## EXERCISE DETAILS:
Repeat the listing that follows, character for character, minus the pictures.

## EXERCISE INPUTS:
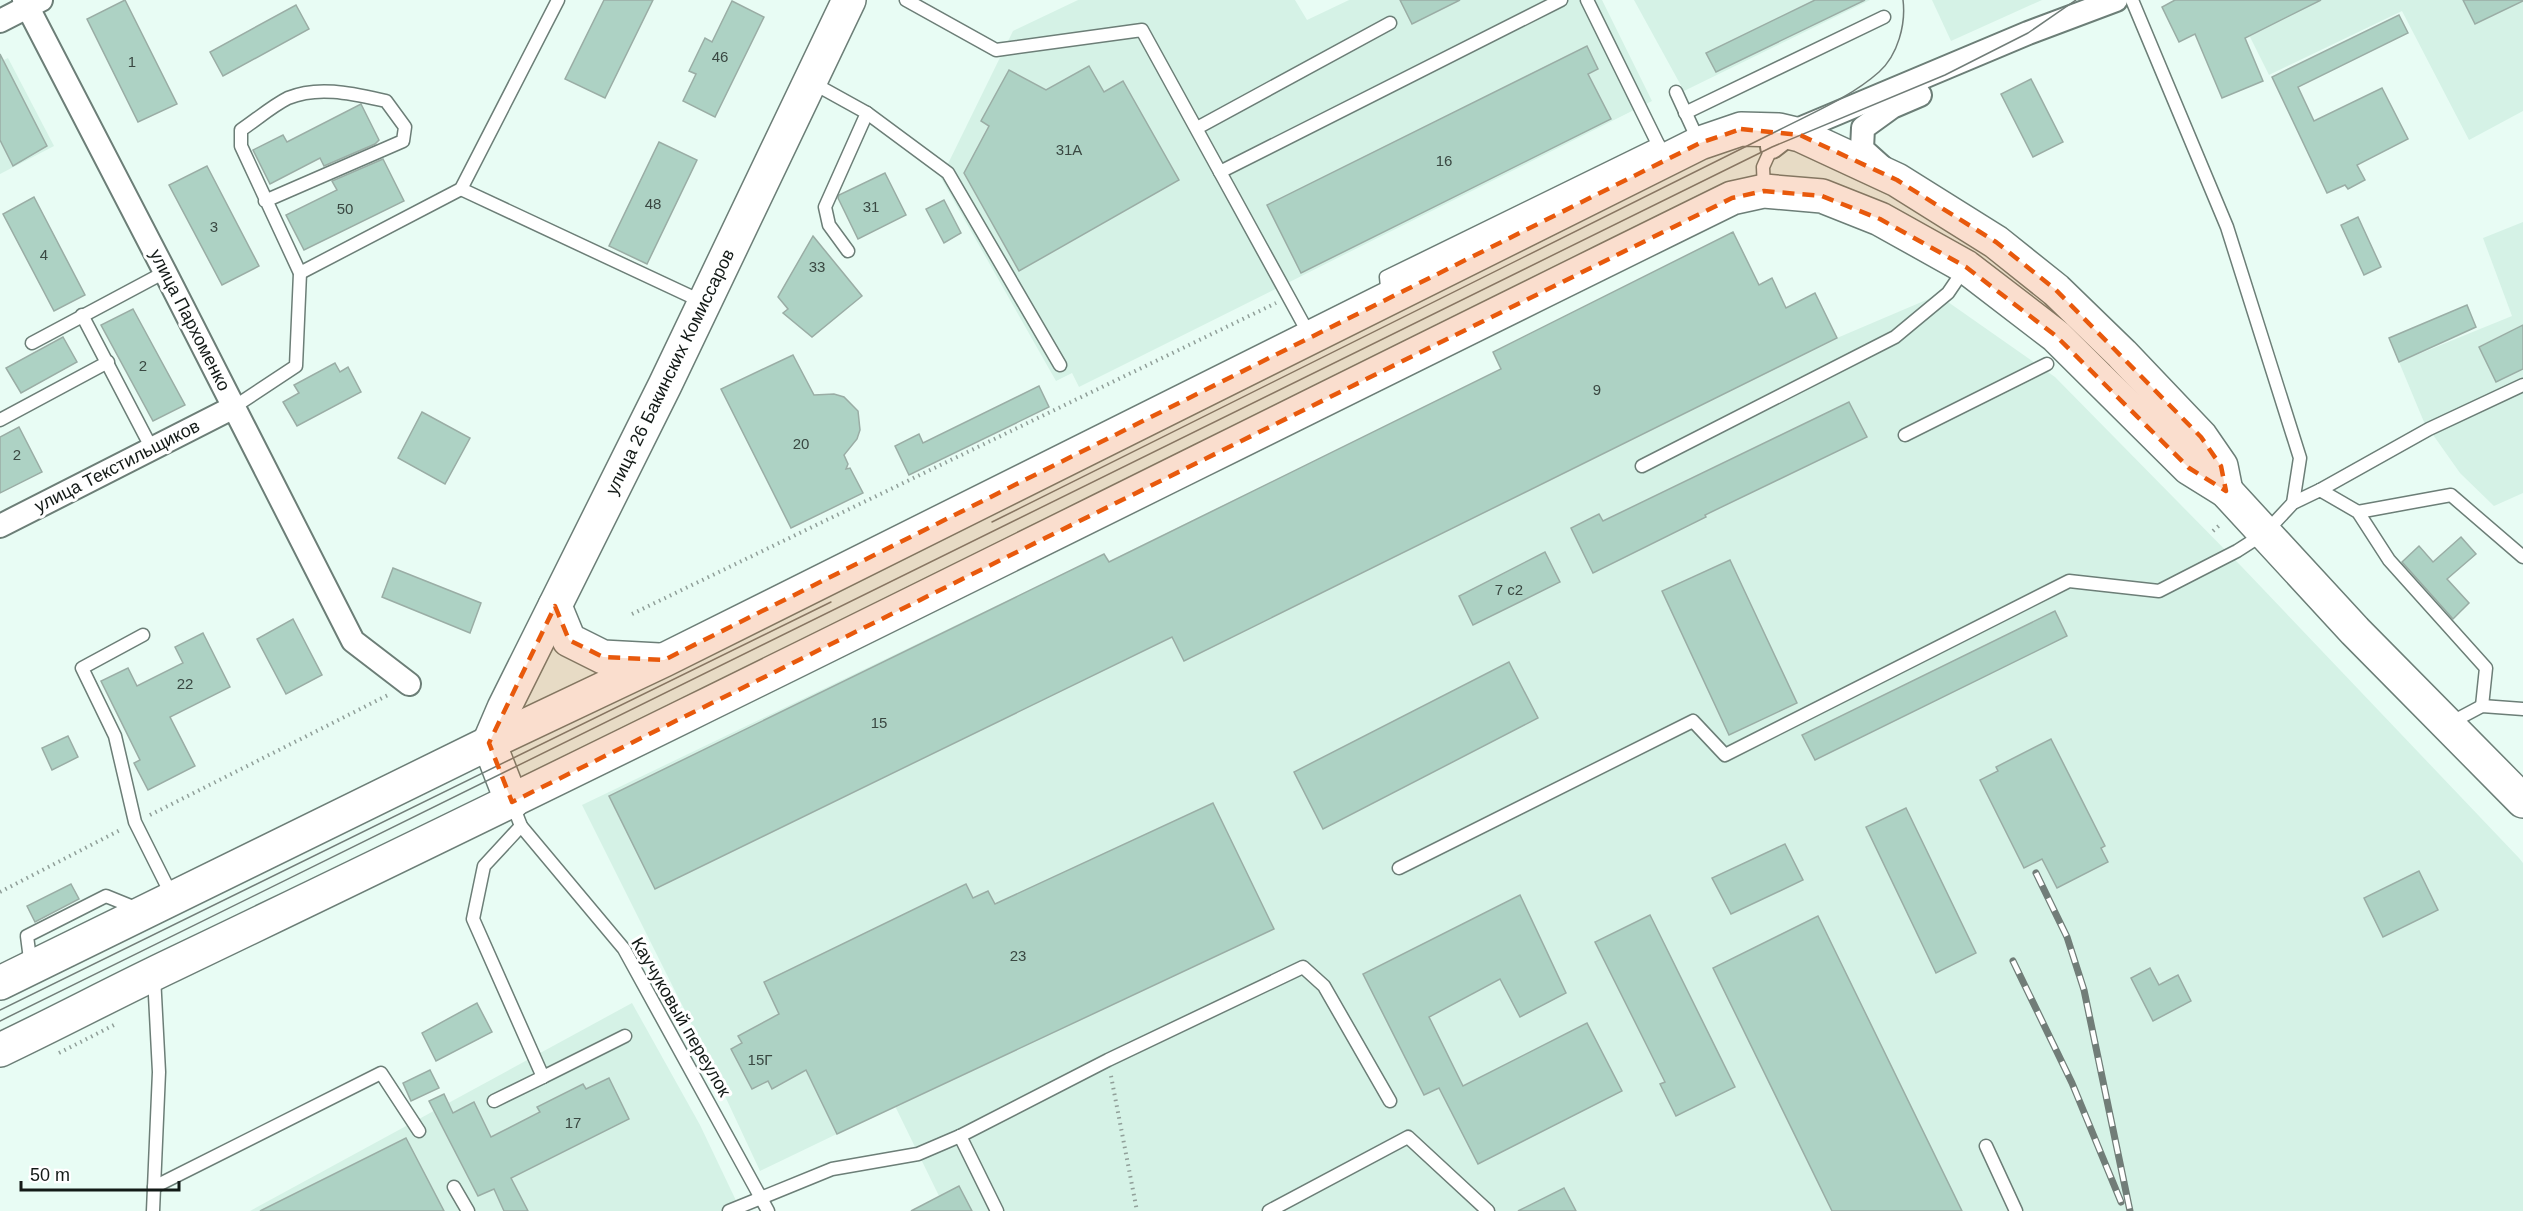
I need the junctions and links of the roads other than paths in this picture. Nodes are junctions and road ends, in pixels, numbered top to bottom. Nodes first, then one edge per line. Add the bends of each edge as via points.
1 (558, 0) edge
2 (906, 0) edge
3 (1561, 0) edge
4 (1587, 0) edge
5 (2118, 0) edge
6 (2133, 0) edge
7 (31, 2) edge
8 (843, 5) edge
9 (1884, 17) dead end
10 (0, 21) edge
11 (1390, 23) dead end
12 (810, 81) junction
13 (1676, 92) dead end
14 (867, 112) junction
15 (1685, 113) junction
16 (1197, 128) junction
17 (1781, 140) junction
18 (1700, 143) junction
19 (1662, 152) junction
20 (1220, 172) junction
21 (1897, 180) junction
22 (461, 189) junction
23 (1764, 191) junction
24 (265, 201) junction
25 (848, 251) dead end
26 (1966, 267) junction
27 (165, 272) junction
28 (300, 273) junction
29 (705, 303) junction
30 (82, 315) junction
31 (1310, 337) junction
32 (33, 343) dead end
33 (108, 362) junction
34 (2047, 364) dead end
35 (1060, 365) dead end
36 (2523, 385) edge
37 (234, 407) junction
38 (0, 420) edge
39 (1905, 435) dead end
40 (151, 447) junction
41 (1642, 466) dead end
42 (2320, 490) junction
43 (2226, 491) junction
44 (2293, 503) junction
45 (2358, 512) junction
46 (0, 526) edge
47 (2265, 533) junction
48 (2523, 557) edge
49 (555, 606) junction
50 (143, 636) dead end
51 (664, 660) junction
52 (409, 684) road end
53 (2482, 706) junction
54 (2523, 709) edge
55 (2448, 724) junction
56 (489, 743) junction
57 (2523, 801) edge
58 (517, 814) junction
59 (1399, 868) dead end
60 (161, 906) junction
61 (154, 973) junction
62 (0, 983) edge
63 (625, 1036) dead end
64 (0, 1050) edge
65 (543, 1077) junction
66 (494, 1101) dead end
67 (1390, 1101) dead end
68 (419, 1131) dead end
69 (960, 1136) junction
70 (1986, 1146) dead end
71 (154, 1186) junction
72 (454, 1187) dead end
73 (761, 1198) junction
74 (153, 1211) edge
75 (468, 1211) edge
76 (729, 1211) edge
77 (768, 1211) edge
78 (997, 1211) edge
79 (1269, 1211) edge
80 (1488, 1211) edge
81 (2016, 1211) edge

1 - 22 lane
2 - 16 lane via 996,50 1142,30
3 - 20 lane
4 - 19 lane
5 - 17 street via 2028,33
5 - 21 street via 2056,35 1893,107 1863,128 1862,149
6 - 44 lane via 2230,238 2300,458
7 - 10 street
7 - 27 street, улица Пархоменко
8 - 12 main road, улица 26 Бакинских Комиссаров
9 - 15 lane
11 - 16 lane
12 - 14 lane
12 - 29 main road, улица 26 Бакинских Комиссаров
13 - 15 lane
14 - 25 lane via 825,207 830,225
14 - 35 lane via 948,173
15 - 18 lane
16 - 20 lane
17 - 18 main road via 1779,130 1741,129
17 - 21 main road via 1800,135
17 - 23 lane via 1763,167
18 - 19 main road
19 - 31 main road via 1389,299
20 - 31 lane
21 - 43 main road via 1996,242 2056,290 2201,436 2221,466
22 - 28 lane
22 - 29 lane
23 - 26 main road via 1822,196 1881,219
23 - 58 main road via 1732,198 1272,424
24 - 24 lane via 241,146 241,130 287,99 313,91 352,93 386,101 405,127 404,141
24 - 28 lane
26 - 41 lane via 1948,293 1895,337
26 - 43 main road via 2056,336 2189,468
27 - 30 lane
27 - 37 street, улица Пархоменко
28 - 37 lane via 296,366
29 - 49 main road, улица 26 Бакинских Комиссаров
30 - 32 lane
30 - 33 lane
31 - 51 main road
33 - 38 lane
33 - 40 lane
34 - 39 lane
36 - 42 lane via 2429,429
37 - 40 street, улица Текстильщиков
37 - 52 street, улица Пархоменко via 353,641
40 - 46 street, улица Текстильщиков
42 - 44 lane
42 - 45 lane
43 - 47 main road
44 - 47 lane
45 - 48 lane via 2451,495
45 - 53 lane via 2389,560 2486,668
47 - 55 main road
47 - 59 lane via 2159,591 2069,581 1725,755 1693,721
49 - 51 main road via 569,640 603,657
49 - 56 main road, улица 26 Бакинских Комиссаров
50 - 60 lane via 82,668 115,736 135,822
51 - 56 main road
53 - 54 lane
53 - 55 lane
55 - 57 main road
56 - 58 main road
56 - 60 main road
58 - 61 main road
58 - 65 lane via 484,866 472,919
58 - 73 lane, Каучуковый переулок via 624,949
60 - 62 main road
61 - 64 main road
61 - 71 lane via 159,1072
63 - 65 lane
65 - 66 lane
67 - 69 lane via 1324,986 1304,967
68 - 71 lane via 381,1073
69 - 73 lane via 918,1154 832,1169
69 - 78 lane
70 - 81 lane
71 - 74 lane
72 - 75 lane
73 - 76 lane
73 - 77 lane, Каучуковый переулок
79 - 80 lane via 1408,1137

## OUTPUT FOR THIS EXERCISE:
I need the junctions and links of the roads other than paths in this picture. Nodes are junctions and road ends, in pixels, numbered top to bottom. Nodes first, then one edge per line. Add the bends of each edge as via points.
1 (558, 0) edge
2 (906, 0) edge
3 (1561, 0) edge
4 (1587, 0) edge
5 (2118, 0) edge
6 (2133, 0) edge
7 (31, 2) edge
8 (843, 5) edge
9 (1884, 17) dead end
10 (0, 21) edge
11 (1390, 23) dead end
12 (810, 81) junction
13 (1676, 92) dead end
14 (867, 112) junction
15 (1685, 113) junction
16 (1197, 128) junction
17 (1781, 140) junction
18 (1700, 143) junction
19 (1662, 152) junction
20 (1220, 172) junction
21 (1897, 180) junction
22 (461, 189) junction
23 (1764, 191) junction
24 (265, 201) junction
25 (848, 251) dead end
26 (1966, 267) junction
27 (165, 272) junction
28 (300, 273) junction
29 (705, 303) junction
30 (82, 315) junction
31 (1310, 337) junction
32 (33, 343) dead end
33 (108, 362) junction
34 (2047, 364) dead end
35 (1060, 365) dead end
36 (2523, 385) edge
37 (234, 407) junction
38 (0, 420) edge
39 (1905, 435) dead end
40 (151, 447) junction
41 (1642, 466) dead end
42 (2320, 490) junction
43 (2226, 491) junction
44 (2293, 503) junction
45 (2358, 512) junction
46 (0, 526) edge
47 (2265, 533) junction
48 (2523, 557) edge
49 (555, 606) junction
50 (143, 636) dead end
51 (664, 660) junction
52 (409, 684) road end
53 (2482, 706) junction
54 (2523, 709) edge
55 (2448, 724) junction
56 (489, 743) junction
57 (2523, 801) edge
58 (517, 814) junction
59 (1399, 868) dead end
60 (161, 906) junction
61 (154, 973) junction
62 (0, 983) edge
63 (625, 1036) dead end
64 (0, 1050) edge
65 (543, 1077) junction
66 (494, 1101) dead end
67 (1390, 1101) dead end
68 (419, 1131) dead end
69 (960, 1136) junction
70 (1986, 1146) dead end
71 (154, 1186) junction
72 (454, 1187) dead end
73 (761, 1198) junction
74 (153, 1211) edge
75 (468, 1211) edge
76 (729, 1211) edge
77 (768, 1211) edge
78 (997, 1211) edge
79 (1269, 1211) edge
80 (1488, 1211) edge
81 (2016, 1211) edge

1 - 22 lane
2 - 16 lane via 996,50 1142,30
3 - 20 lane
4 - 19 lane
5 - 17 street via 2028,33
5 - 21 street via 2056,35 1893,107 1863,128 1862,149
6 - 44 lane via 2230,238 2300,458
7 - 10 street
7 - 27 street, улица Пархоменко
8 - 12 main road, улица 26 Бакинских Комиссаров
9 - 15 lane
11 - 16 lane
12 - 14 lane
12 - 29 main road, улица 26 Бакинских Комиссаров
13 - 15 lane
14 - 25 lane via 825,207 830,225
14 - 35 lane via 948,173
15 - 18 lane
16 - 20 lane
17 - 18 main road via 1779,130 1741,129
17 - 21 main road via 1800,135
17 - 23 lane via 1763,167
18 - 19 main road
19 - 31 main road via 1389,299
20 - 31 lane
21 - 43 main road via 1996,242 2056,290 2201,436 2221,466
22 - 28 lane
22 - 29 lane
23 - 26 main road via 1822,196 1881,219
23 - 58 main road via 1732,198 1272,424
24 - 24 lane via 241,146 241,130 287,99 313,91 352,93 386,101 405,127 404,141
24 - 28 lane
26 - 41 lane via 1948,293 1895,337
26 - 43 main road via 2056,336 2189,468
27 - 30 lane
27 - 37 street, улица Пархоменко
28 - 37 lane via 296,366
29 - 49 main road, улица 26 Бакинских Комиссаров
30 - 32 lane
30 - 33 lane
31 - 51 main road
33 - 38 lane
33 - 40 lane
34 - 39 lane
36 - 42 lane via 2429,429
37 - 40 street, улица Текстильщиков
37 - 52 street, улица Пархоменко via 353,641
40 - 46 street, улица Текстильщиков
42 - 44 lane
42 - 45 lane
43 - 47 main road
44 - 47 lane
45 - 48 lane via 2451,495
45 - 53 lane via 2389,560 2486,668
47 - 55 main road
47 - 59 lane via 2159,591 2069,581 1725,755 1693,721
49 - 51 main road via 569,640 603,657
49 - 56 main road, улица 26 Бакинских Комиссаров
50 - 60 lane via 82,668 115,736 135,822
51 - 56 main road
53 - 54 lane
53 - 55 lane
55 - 57 main road
56 - 58 main road
56 - 60 main road
58 - 61 main road
58 - 65 lane via 484,866 472,919
58 - 73 lane, Каучуковый переулок via 624,949
60 - 62 main road
61 - 64 main road
61 - 71 lane via 159,1072
63 - 65 lane
65 - 66 lane
67 - 69 lane via 1324,986 1304,967
68 - 71 lane via 381,1073
69 - 73 lane via 918,1154 832,1169
69 - 78 lane
70 - 81 lane
71 - 74 lane
72 - 75 lane
73 - 76 lane
73 - 77 lane, Каучуковый переулок
79 - 80 lane via 1408,1137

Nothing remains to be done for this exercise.